Some of these issues have already been encountered by researchers examining cognitive decline in patients with neurodegenerative diseases (e.g. [60,61,62,63]). This research has provided a number of useful tools and recommendations which can be applied to studies investigating cognitive decline following CABG. For example, in seeking to develop a sensitive, valid and reliable index to distinguish the cognitive change associated with Alzheimer's disease (a cortical pathology) from that associated with normal ageing, the Consortium to Establish a Registry for Alzheimer's Disease (CERAD) developed a short battery of neuropsychological tests. These tests have minimal practice effects, are appropriate for use with an aged sample and also have low floor and high ceiling effects. They also take only a short time to administer and do not require any special apparatus [60,64].
Another similar battery has been developed by the Multicentre AIDS Cohert Study (MACS) group, although the aim of this battery was to detect the subtle cognitive changes which are associated with the sub-cortical pathology of HIV dementia (HIV-D). The tests in this battery are minimally affected by factors related to fatigue, depression and anxiety that commonly occur in advanced stages of HIV infection [61,65].
Some of the tests included in the CERAD and MACS batteries have already been used in studies investigating cognitive decline in CABG patients. Accordingly, the neuropsychological tests included in the CERAD and MACS batteries include all those suggested recently by Murkin et al. [23] for use in CABG.

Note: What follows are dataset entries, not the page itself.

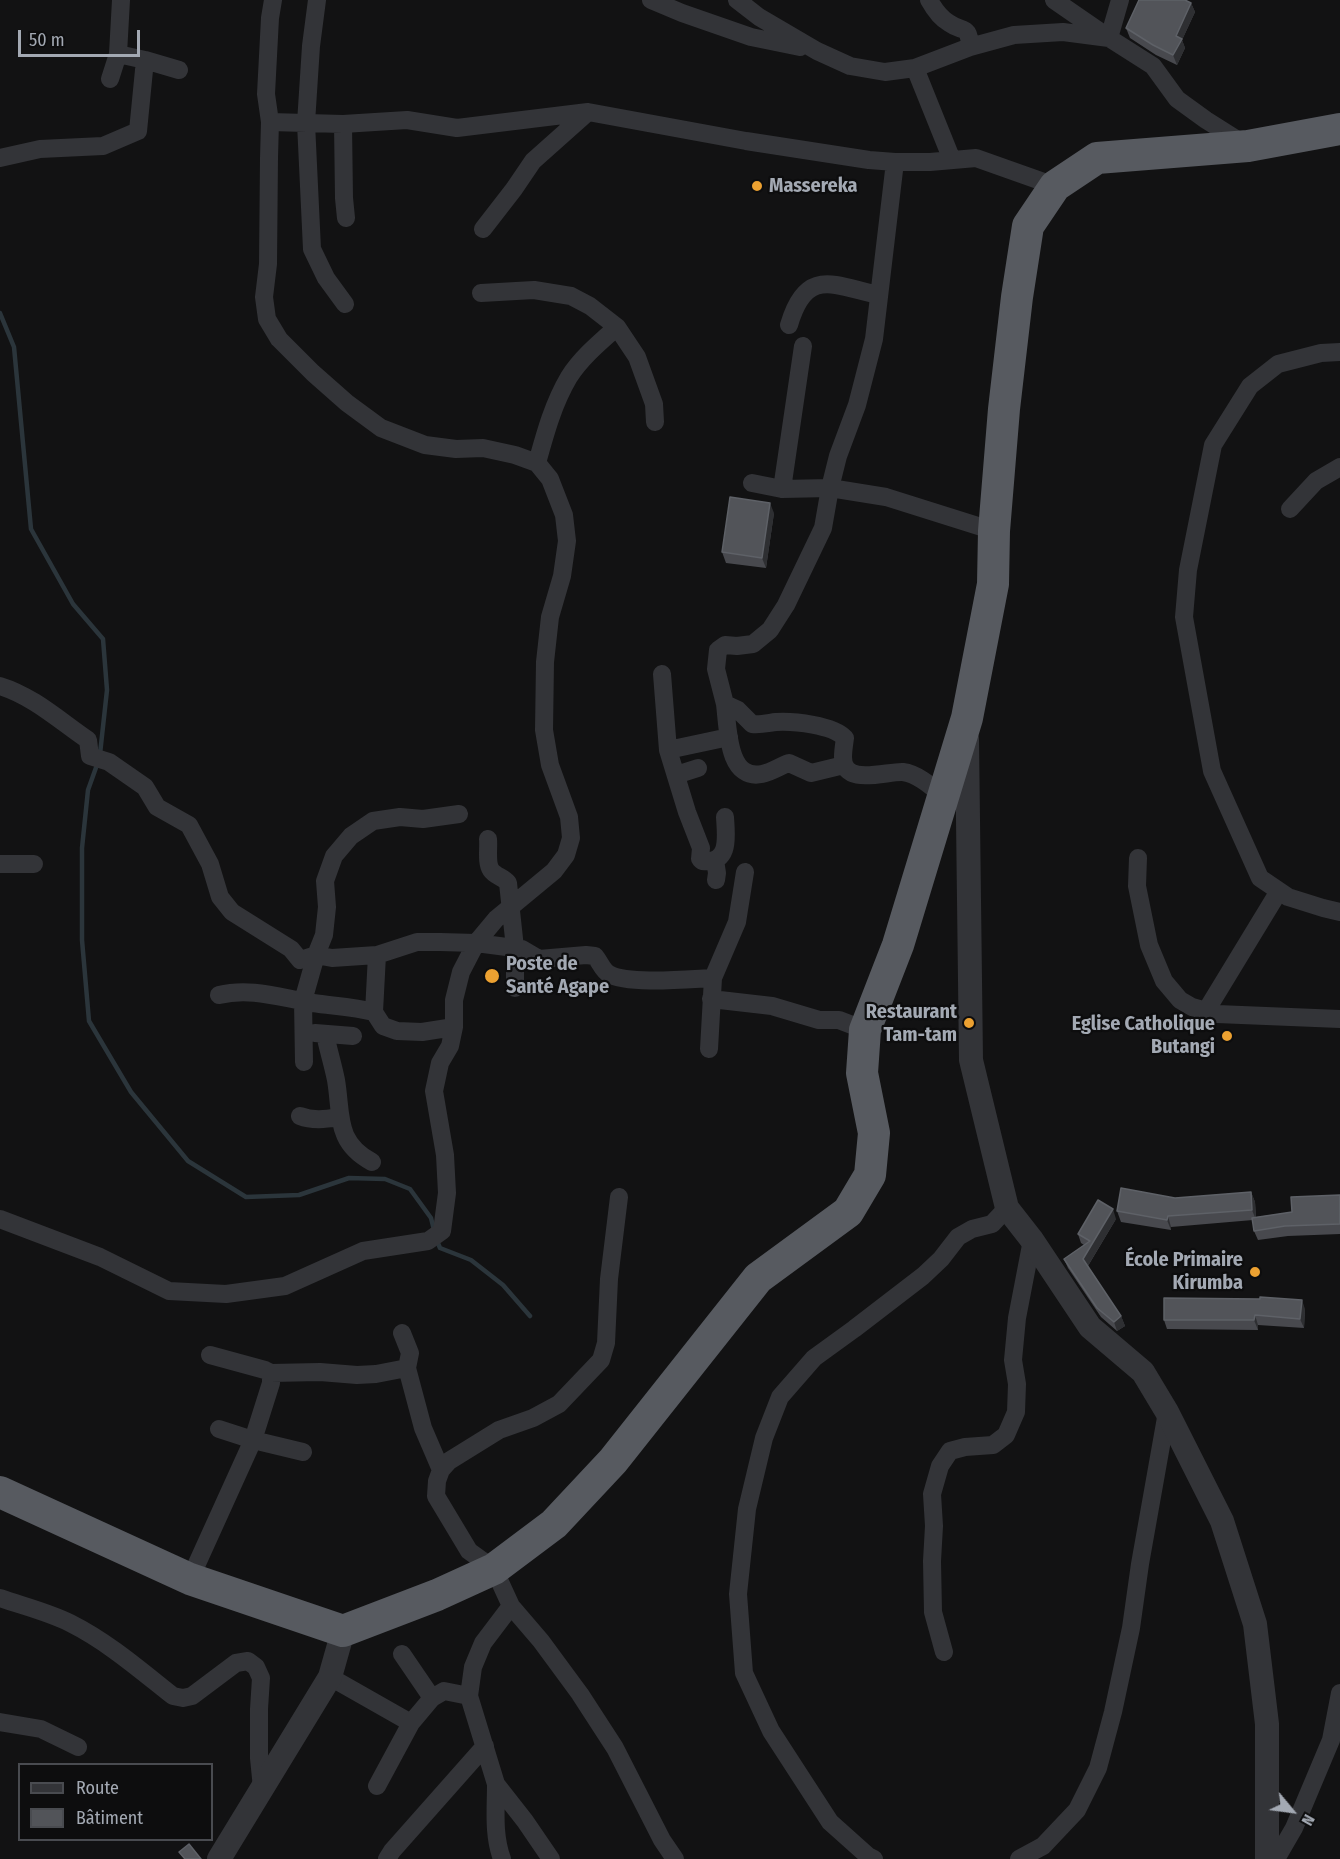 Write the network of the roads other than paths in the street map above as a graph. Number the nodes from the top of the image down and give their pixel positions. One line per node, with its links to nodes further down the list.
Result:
1 (121, 0): 12 (street)
2 (273, 0): 18 (street)
3 (317, 0): 19 (street)
4 (651, 0): 11 (street)
5 (737, 0): 11 (street)
6 (929, 0): 10 (street)
7 (1054, 0): 9 (street)
8 (1120, 0): 9 (street)
9 (1109, 38): 10 (street); 22 (street)
10 (970, 47): 14 (street)
11 (817, 51): 14 (street)
12 (118, 54): 13 (street); 16 (street)
13 (145, 60): 15 (street); 23 (street)
14 (915, 68): 24 (street)
15 (179, 70)
16 (110, 80)
17 (588, 112): 20 (street); 25 (street); 28 (street)
18 (270, 122): 19 (street); 37 (street)
19 (306, 123): 20 (street); 31 (street)
20 (343, 124): 27 (street)
21 (1340, 129): 22 (highway)
22 (1248, 146): 26 (highway)
23 (0, 158)
24 (952, 160): 25 (street); 26 (street)
25 (895, 162): 30 (street)
26 (1055, 186): 43 (highway)
27 (346, 218)
28 (483, 229)
29 (481, 293): 33 (street)
30 (878, 295): 32 (street); 40 (street)
31 (345, 304)
32 (789, 324)
33 (617, 327): 36 (street); 37 (street)
34 (803, 346): 41 (street)
35 (1340, 351): 63 (street)
36 (655, 422)
37 (537, 464): 64 (street)
38 (1340, 467): 42 (street)
39 (752, 483): 41 (street)
40 (830, 488): 41 (street); 43 (street); 46 (street)
41 (782, 489)
42 (1290, 508)
43 (994, 531): 47 (highway)
44 (662, 674): 49 (street)
45 (0, 686): 68 (street)
46 (725, 704): 48 (street); 50 (street)
47 (967, 718): 53 (highway); 89 (street)
48 (729, 736): 49 (street); 50 (street)
49 (668, 750): 52 (street)
50 (844, 765): 53 (street)
51 (698, 768): 52 (street)
52 (676, 775): 58 (street)
53 (943, 796): 79 (highway)
54 (459, 814): 68 (street)
55 (725, 817): 58 (street)
56 (488, 838): 64 (street)
57 (1138, 858): 75 (street)
58 (715, 860): 62 (street)
59 (0, 864): 60 (street)
60 (34, 864)
61 (746, 872): 70 (street)
62 (716, 880)
63 (1279, 891): 65 (street); 75 (street)
64 (512, 908): 66 (street); 67 (street)
65 (1340, 912)
66 (476, 943): 67 (street); 69 (street); 78 (street)
67 (515, 948): 70 (street); 71 (street)
68 (316, 955): 69 (street); 74 (street)
69 (376, 955): 76 (street)
70 (713, 978): 73 (street)
71 (514, 988)
72 (219, 995): 74 (street)
73 (711, 999): 79 (street); 83 (street)
74 (303, 1001): 76 (street); 80 (street)
75 (1206, 1011): 77 (street)
76 (374, 1012): 78 (street)
77 (1340, 1019)
78 (454, 1027): 90 (street)
79 (866, 1030): 102 (highway)
80 (304, 1032): 81 (street); 84 (street)
81 (325, 1034): 82 (street); 86 (street)
82 (353, 1036)
83 (709, 1049)
84 (304, 1062)
85 (300, 1116): 86 (street)
86 (340, 1117): 87 (street)
87 (372, 1162)
88 (619, 1197): 100 (street)
89 (1007, 1209): 91 (street); 125 (street)
90 (0, 1219)
91 (1032, 1240): 96 (street); 107 (street)
92 (402, 1333): 94 (street)
93 (210, 1354): 95 (street)
94 (407, 1368): 95 (street); 100 (street)
95 (271, 1373): 98 (street)
96 (1167, 1412): 126 (street); 127 (street)
97 (219, 1430): 98 (street)
98 (253, 1440): 99 (street); 103 (street)
99 (303, 1452)
100 (441, 1470): 102 (street)
101 (0, 1492): 103 (highway)
102 (494, 1569): 105 (street); 106 (highway)
103 (190, 1579): 106 (highway)
104 (0, 1598): 119 (street)
105 (511, 1606): 111 (street); 124 (street)
106 (343, 1631): 109 (street)
107 (944, 1652)
108 (402, 1654): 112 (street)
109 (330, 1677): 114 (street); 119 (street)
110 (1340, 1693): 128 (street)
111 (469, 1696): 112 (street); 115 (street)
112 (432, 1698): 114 (street)
113 (0, 1722): 116 (street)
114 (411, 1723): 118 (street)
115 (485, 1746): 117 (street); 121 (street)
116 (78, 1748)
117 (496, 1784): 122 (street); 123 (street)
118 (377, 1786)
119 (262, 1788): 120 (street)
120 (219, 1859)
121 (387, 1859)
122 (502, 1859)
123 (551, 1859)
124 (675, 1859)
125 (874, 1859)
126 (1019, 1859)
127 (1267, 1859)
128 (1276, 1859) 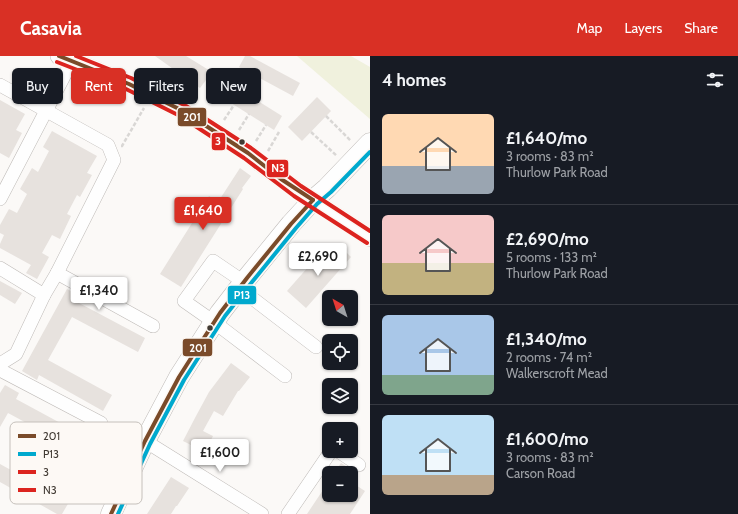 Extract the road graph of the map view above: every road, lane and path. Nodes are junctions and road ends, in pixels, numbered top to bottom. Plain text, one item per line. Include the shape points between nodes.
1 (66, 58) edge
2 (0, 85) edge
3 (134, 86) edge
4 (146, 104) edge
5 (169, 104) edge
6 (234, 105) dead end
7 (45, 111) junction
8 (326, 116) dead end
9 (266, 125) dead end
10 (216, 132) junction
11 (280, 132) dead end
12 (311, 132) dead end
13 (366, 147) edge
14 (111, 152) junction
15 (254, 158) junction
16 (347, 166) junction
17 (0, 199) edge
18 (313, 200) junction
19 (370, 238) edge
20 (0, 268) edge
21 (57, 273) junction
22 (241, 285) junction
23 (44, 295) junction
24 (214, 322) junction
25 (153, 326) dead end
26 (316, 347) dead end
27 (0, 363) edge
28 (0, 370) edge
29 (285, 376) dead end
30 (99, 422) edge
31 (144, 441) junction
32 (142, 445) edge
33 (326, 458) edge
34 (348, 458) edge
35 (359, 465) dead end
36 (116, 504) edge
37 (111, 514) edge
38 (262, 514) edge
39 (288, 514) edge

1 - 3 main road
1 - 7 street
2 - 7 street
4 - 14 path via 122,146
5 - 10 main road
6 - 10 path
7 - 14 street via 108,145
7 - 17 street
8 - 13 path
9 - 15 path
10 - 15 main road
11 - 15 path
12 - 16 path
13 - 16 highway
14 - 21 street via 114,160
15 - 18 main road
16 - 18 highway
18 - 19 main road
18 - 22 highway
20 - 23 street
21 - 23 street
21 - 25 street
22 - 24 highway
22 - 24 street via 213,262 184,301
22 - 26 street
23 - 27 street via 16,354
24 - 29 street
24 - 31 highway via 179,377
28 - 30 street
31 - 32 highway
31 - 38 street
33 - 39 street
34 - 35 street
36 - 37 highway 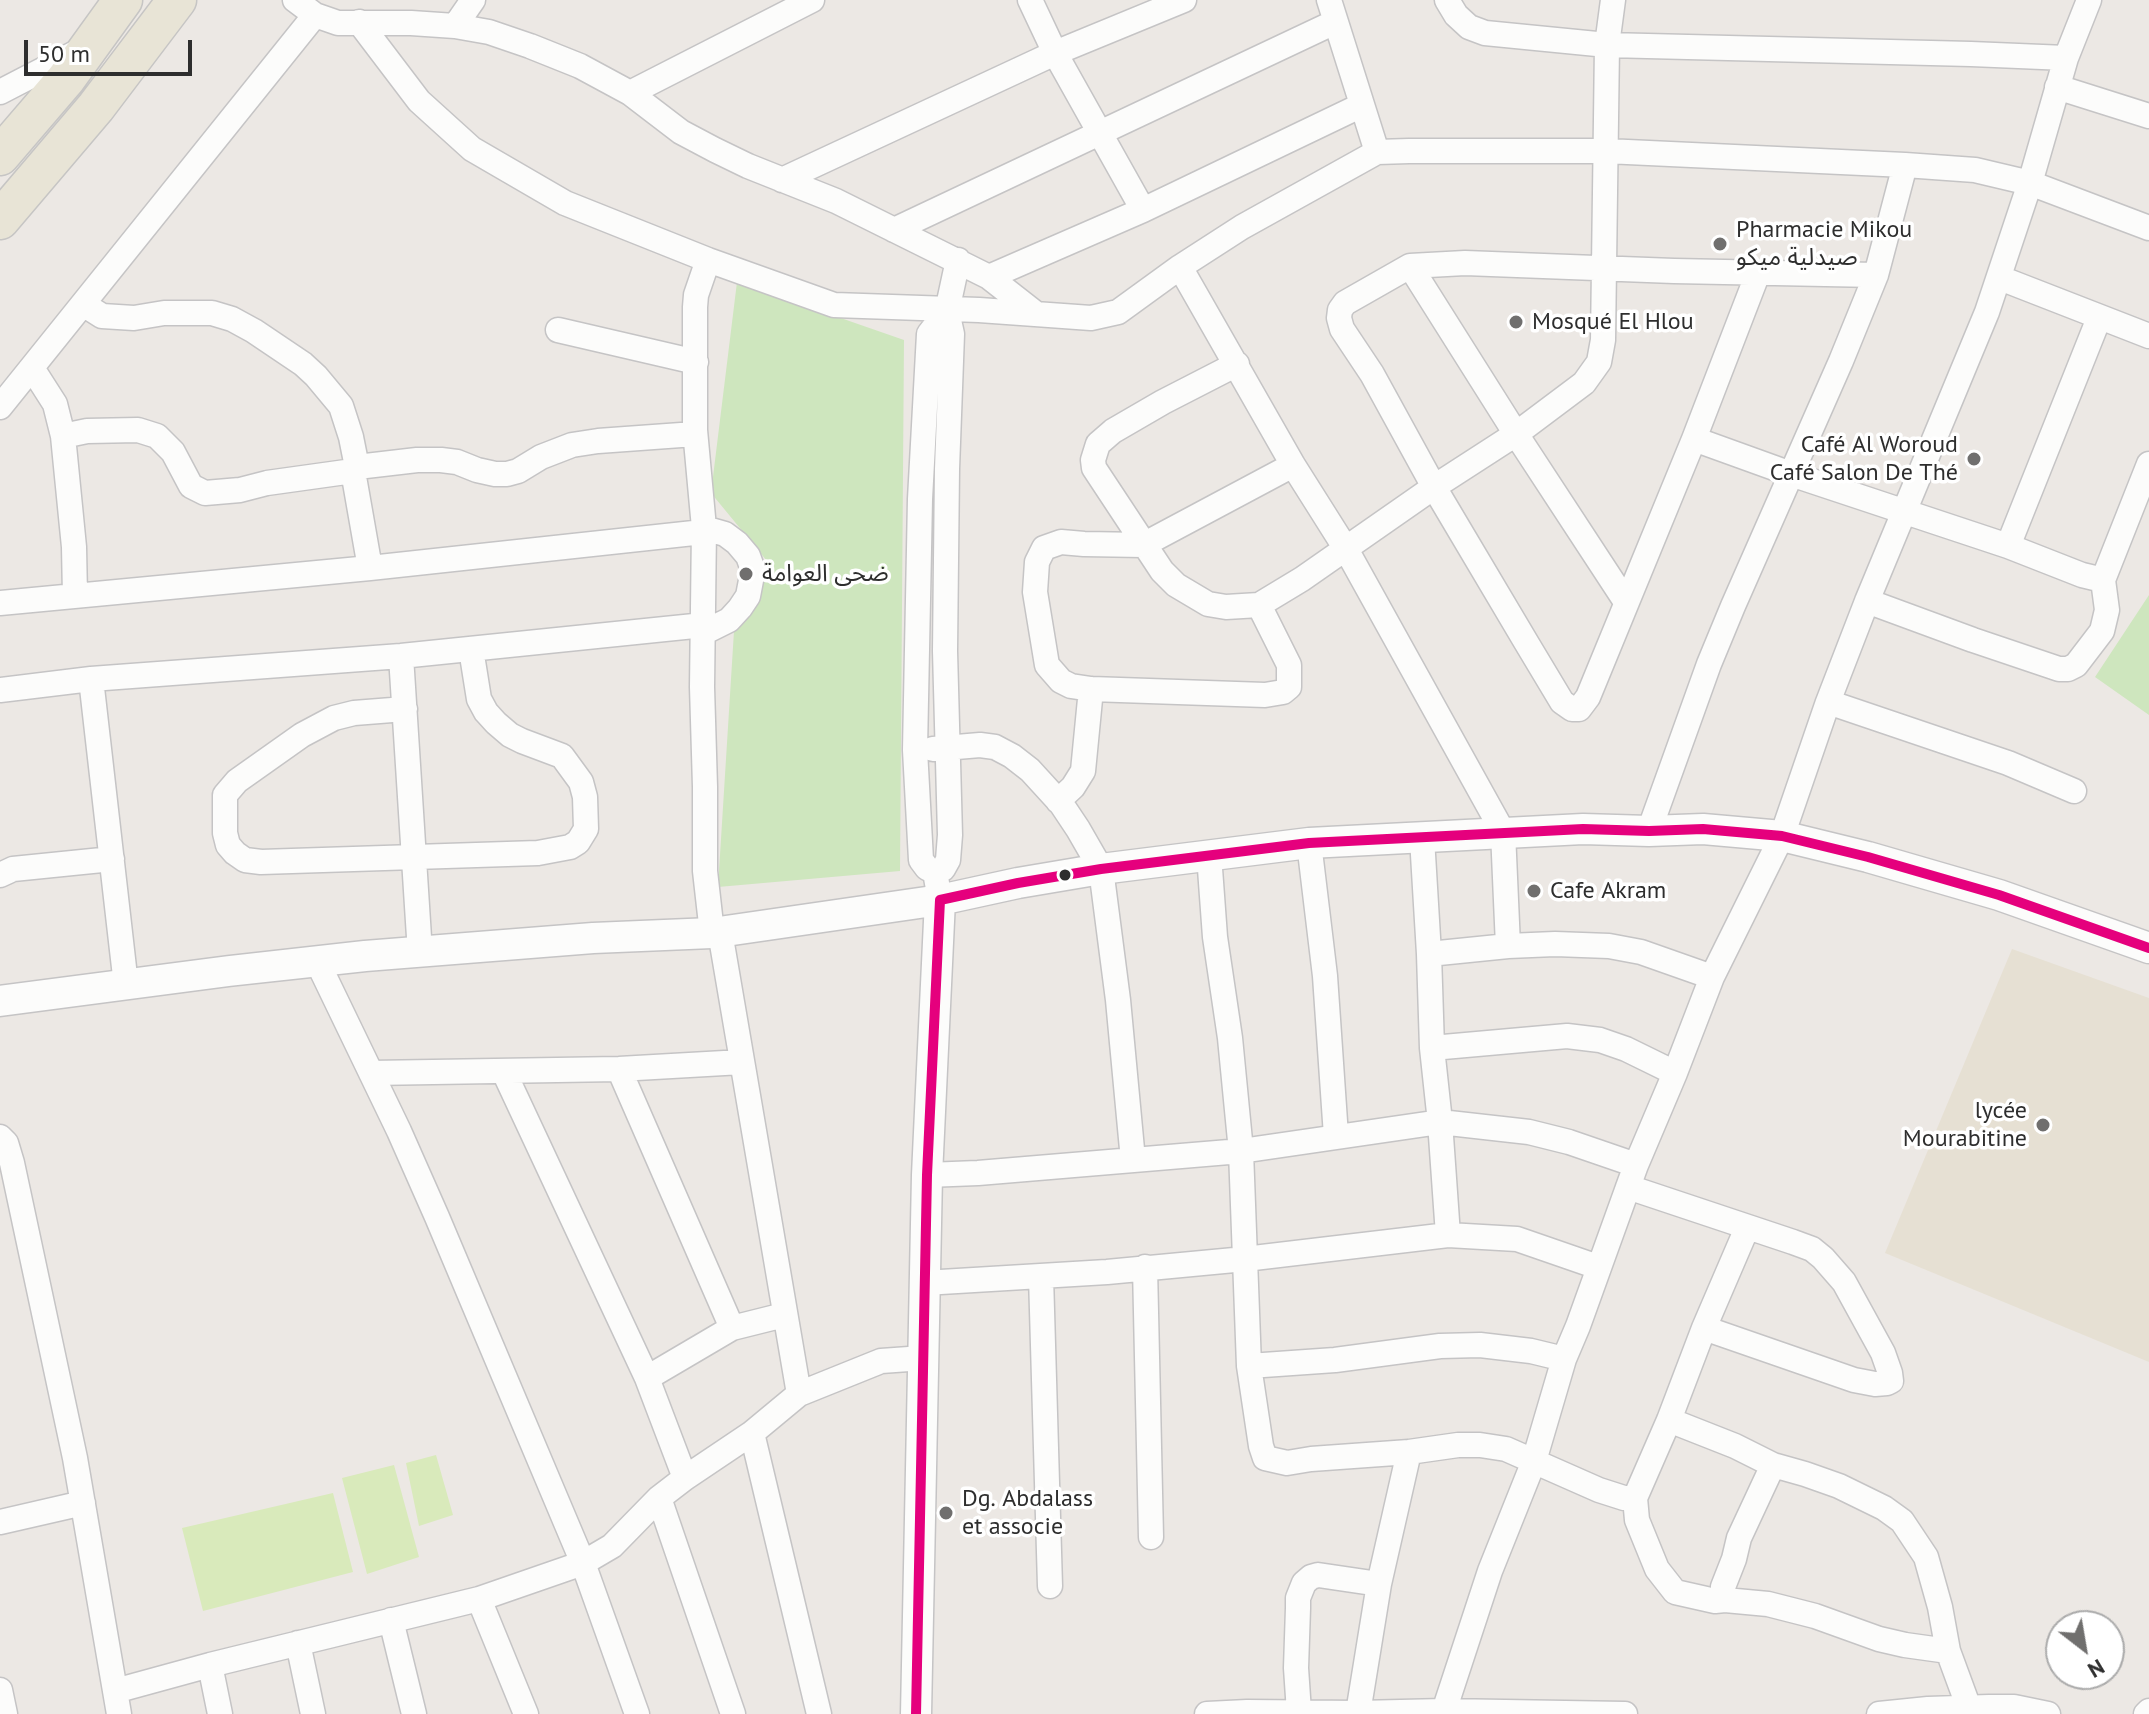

Finally, changes in mood do occur following CABG, and these influence performance on neuropsychological tests [20,57]. However, the assessment of mood often requires that patients complete a lengthy battery of detailed and time-consuming questionnaires. Therefore, the assessment of mood may also need to be restructured so that measures are less detailed, but more rapid. This has been achieved in the past with the use of visual analogue mood scales [66].